Having a vague suspicion that I may find one more confirmation to my theory: that things are never that axiomatic, I googled: “mathematics [blank] is 2+2 always 4?”
After one or two clicks I understood that 2+2=5 is also right:
“As any self-respecting engineer would agree, 2+2 can sometimes yield 5, for large values of 2. 🙂 – Lucian Jun 25 ’14 at 17:38”
Going into it a little bit more, to my amazement I find out that also 2+2 sometimes equals 1:
“In Z3 it is still true that 2+2=4, it just happens that 4=1 as well. – Asaf Karagila Jun 25 ’14 at 17:41”
Now, I cannot pretend that I understood a thing as for why are these values: I’ll just tip my hat with British elegance and give credit to specialists. I remember though learning, a number of years ago, to add up 2 apples with two other apples, and my teacher insisted that I could not add up 2 oranges and 2 apples (unless I changed their name to “fruit”).
This, among many others, was part of my life baggage of axioms – we have an existential need for absolute truths and things that are immutable. Well, reality, it so turns out, is not that axiomatic, precise and immutable, and 21st century science begins to openly acknowledge it; but this applies to our personal experience as well as it applies to sciences. It has never before been so obvious that society and individual lives are in upheaval, with old norms, institutions and taboos overturned – and it seems that this is just the beginning.
Life experience puts us in contact with things, people and experiences only to bring us to see, sometimes with pain, sometimes with relief, that clinging too hard to fixed concepts is unrealistic, and we risk to break our necks in free fall through the void of our misconceptions if we don’t give up on heavy, rigid beliefs.
With the insights of quantum physics we find out that reality doesn’t really exist, that it is just a matter of our perception, as particles shift between wave and particle under the eye of the observer. I can see that light can be only wave and vibration, but it’s hard to conceive that physical matter can, too?? The commoner like me can only wonder: how come that light and matter can be at the same time both wave and particle?

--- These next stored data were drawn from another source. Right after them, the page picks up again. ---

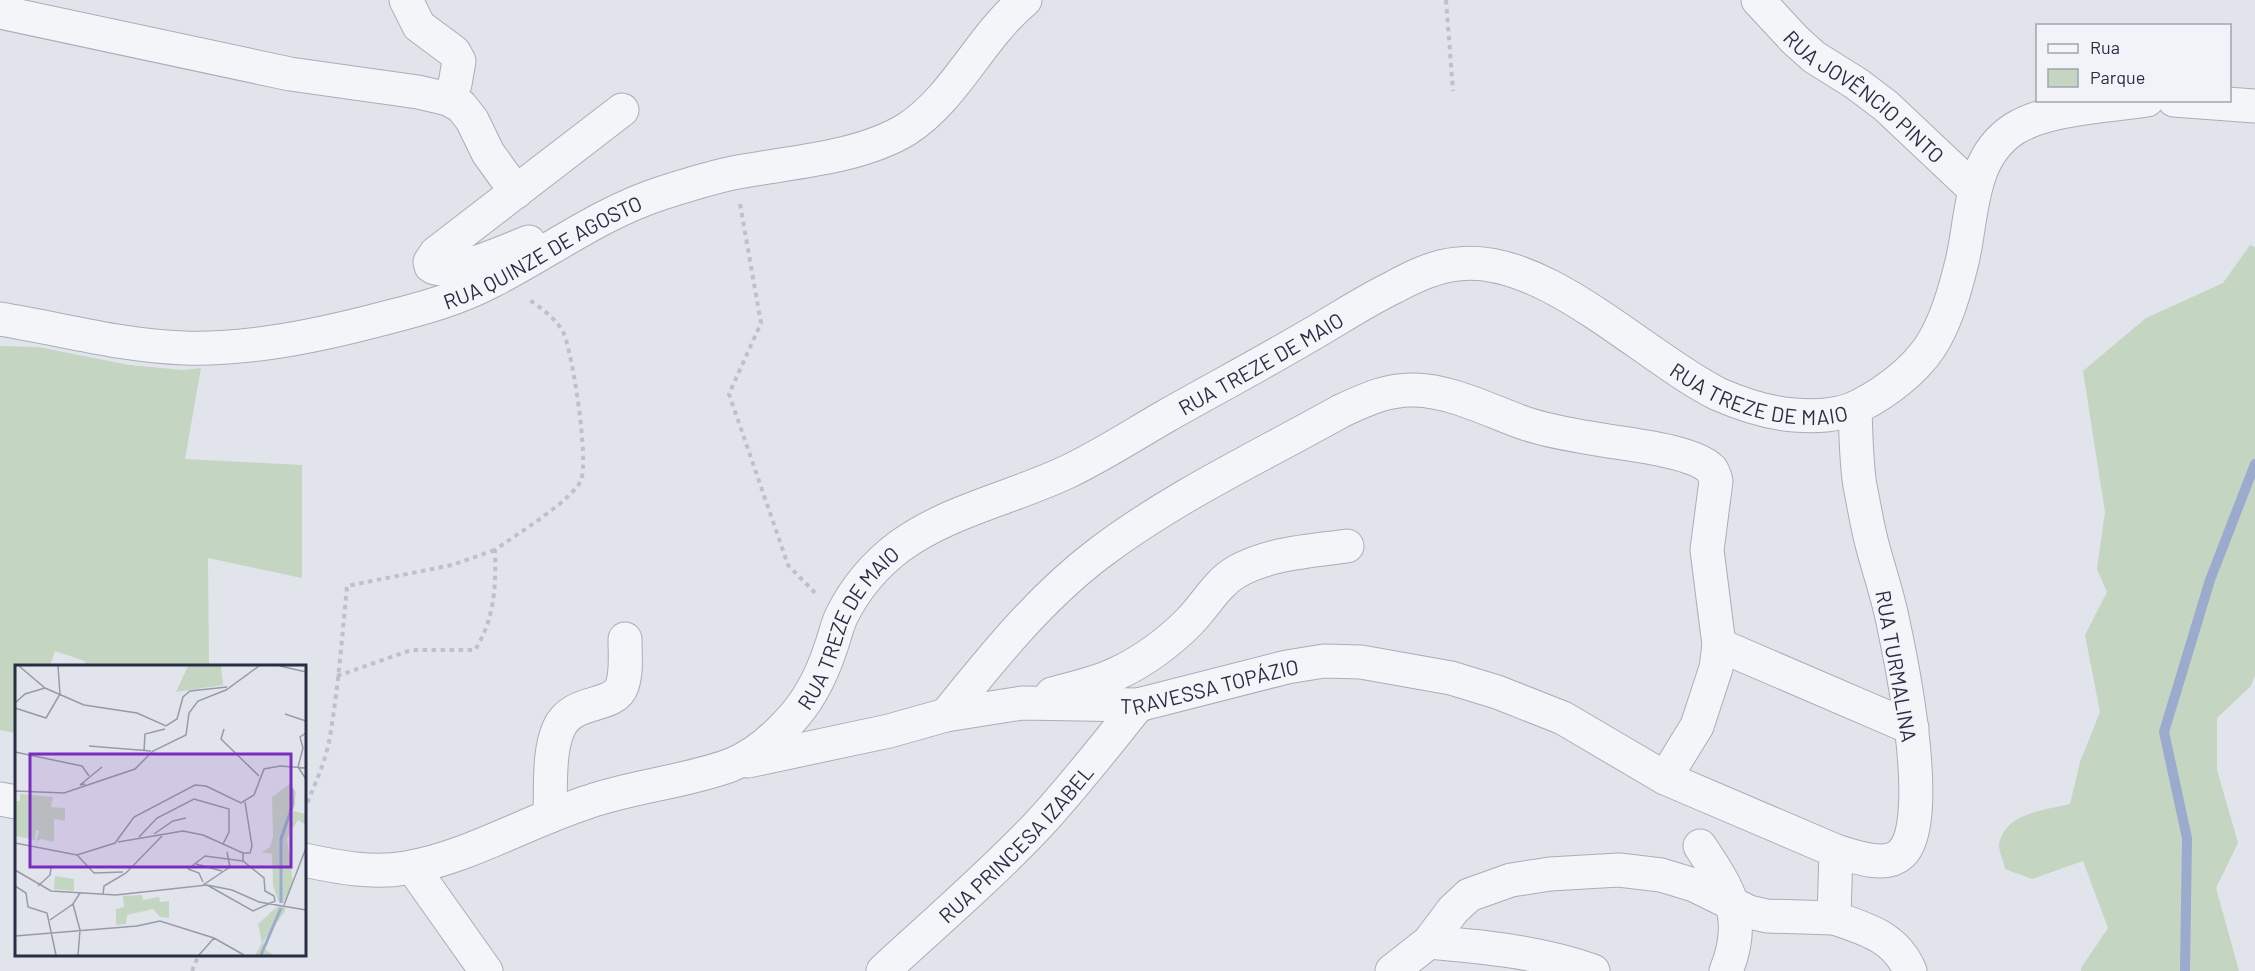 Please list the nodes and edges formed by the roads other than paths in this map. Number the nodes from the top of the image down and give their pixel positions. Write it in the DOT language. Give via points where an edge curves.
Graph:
graph roads {
  1 [pos="406,0"];
  2 [pos="1025,0"];
  3 [pos="1758,0"];
  4 [pos="0,12"];
  5 [pos="448,99"];
  6 [pos="2133,102"];
  7 [pos="2201,102"];
  8 [pos="2255,106"];
  9 [pos="622,110"];
  10 [pos="1973,188"];
  11 [pos="516,192"];
  12 [pos="624,208"];
  13 [pos="0,319"];
  14 [pos="1855,409"];
  15 [pos="1347,546"];
  16 [pos="625,639"];
  17 [pos="1719,645"];
  18 [pos="1022,703"];
  19 [pos="1138,705"];
  20 [pos="946,715"];
  21 [pos="1912,728"];
  22 [pos="735,763"];
  23 [pos="1665,778"];
  24 [pos="0,799"];
  25 [pos="15,802"];
  26 [pos="550,816"];
  27 [pos="1700,846"];
  28 [pos="1836,851"];
  29 [pos="306,860"];
  30 [pos="413,867"];
  31 [pos="1733,906"];
  32 [pos="1834,918"];
  33 [pos="1429,942"];
  34 [pos="486,971"];
  35 [pos="883,971"];
  36 [pos="1392,971"];
  37 [pos="1593,971"];
  38 [pos="1726,971"];
  39 [pos="1910,971"];
  1 -- 5 [label="street" via="419,26 454,52 459,61"];
  2 -- 12 [label="street, RUA QUINZE DE AGOSTO" via="998,26 928,112 906,129 877,144 735,172"];
  3 -- 10 [label="street, RUA JOVÊNCIO PINTO" via="1814,57 1886,106"];
  4 -- 5 [label="street" via="290,74"];
  5 -- 11 [label="street" via="461,106 472,120 488,153"];
  6 -- 10 [label="street, RUA TREZE DE MAIO" via="2061,112 2014,129 1992,150"];
  7 -- 8 [label="street"];
  9 -- 11 [label="street"];
  10 -- 14 [label="street, RUA TREZE DE MAIO" via="1961,265 1929,351 1892,386"];
  11 -- 12 [label="street" via="436,253 430,262 433,268 463,266"];
  12 -- 13 [label="street, RUA QUINZE DE AGOSTO" via="491,282 448,300 352,327 295,338 185,348"];
  14 -- 21 [label="street, RUA TURMALINA" via="1859,483 1894,625"];
  14 -- 22 [label="street, RUA TREZE DE MAIO" via="1817,417 1767,413 1718,393 1551,287 1517,272 1460,263 1428,270 1066,472 930,527 902,545 857,588 805,702 763,746"];
  15 -- 18 [label="street" via="1293,553 1235,572 1189,622 1155,651 1118,673"];
  16 -- 26 [label="street" via="624,672 618,692 570,713 559,727 554,744"];
  17 -- 20 [label="street" via="1707,550 1716,482 1710,468 1652,448 1526,424 1442,394 1394,391 1341,411 1220,476 1098,554 1004,643"];
  17 -- 21 [label="street"];
  17 -- 23 [label="street" via="1697,726"];
  18 -- 19 [label="street, TRAVESSA TOPÁZIO"];
  18 -- 20 [label="street, TRAVESSA TOPÁZIO"];
  19 -- 23 [label="street, TRAVESSA TOPÁZIO" via="1287,667 1324,661 1362,662 1451,678 1497,692 1563,718"];
  19 -- 35 [label="street, RUA PRINCESA IZABEL" via="1039,824"];
  20 -- 22 [label="street, TRAVESSA TOPÁZIO"];
  21 -- 28 [label="street, RUA TURMALINA" via="1916,792 1909,843 1892,859 1860,859"];
  22 -- 26 [label="street, RUA TREZE DE MAIO" via="615,793"];
  23 -- 28 [label="street, TRAVESSA TOPÁZIO"];
  24 -- 25 [label="street"];
  26 -- 30 [label="street, RUA TREZE DE MAIO"];
  27 -- 31 [label="street"];
  28 -- 32 [label="street"];
  29 -- 30 [label="street, RUA TREZE DE MAIO" via="371,870"];
  30 -- 34 [label="street"];
  31 -- 32 [label="street" via="1767,916"];
  31 -- 33 [label="street" via="1694,885 1661,875 1619,870 1550,874 1511,880 1469,895"];
  31 -- 38 [label="street" via="1736,943"];
  32 -- 39 [label="street" via="1882,937 1899,950"];
  33 -- 36 [label="street"];
  33 -- 37 [label="street" via="1528,953"];
}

Science nowadays is discovering things that were thought impossible or unacceptable only a short while ago. We were convinced that our skies show a fundamental “emptiness”, pointed here and there by stars and galaxies. Only a couple of years ago, in 2011 became public the most recent view that all what we see, distant and near planets, stars, galaxies and all, make up just 4.9 of our universe; the rest of it, and of which scientists had no idea that existed, is dark energy and dark matter (dark, meaning non-reactant to light, invisible) that constitute 95.1% of it all. Pretty much unknown for scientific pride, who praises itself that it can send space missions outside the solar system.
So, what is mind, after all? The picture changes here, too, so that the firm belief that human mind is just a mechanism comparable to a computer is slowly shifting, as neurologists come ever closer to the understanding of the mind as more than just brain: they start seeing soul also.
To bring just an example, Neuroscientist Christof Koch, chief scientific officer at the Allen Institute for Brain Science, is as close to expressing his belief in an ensouled world as anyone could hope for: he thinks that consciousness is not dependent on brain only, but that it arises in any sufficiently complex, connected information-processing system – from cells, to worms, to animals and up to humans; this can be a scientifically refined version of ancient panpsychism – a philosophical doctrine asserting that all there is, it is part of the God-Mind, or Spirit. Of course mainstream science is not yet ready to acknowledge the existence of a Universal Field of Consciousness, but I can see that it is slowly getting there.
For this, and many other reasons too, I began doubting that the world is just the one described by the science that I have studied at school, as I learned to doubt that 2+2=4; at least I know that it doesn’t always hold.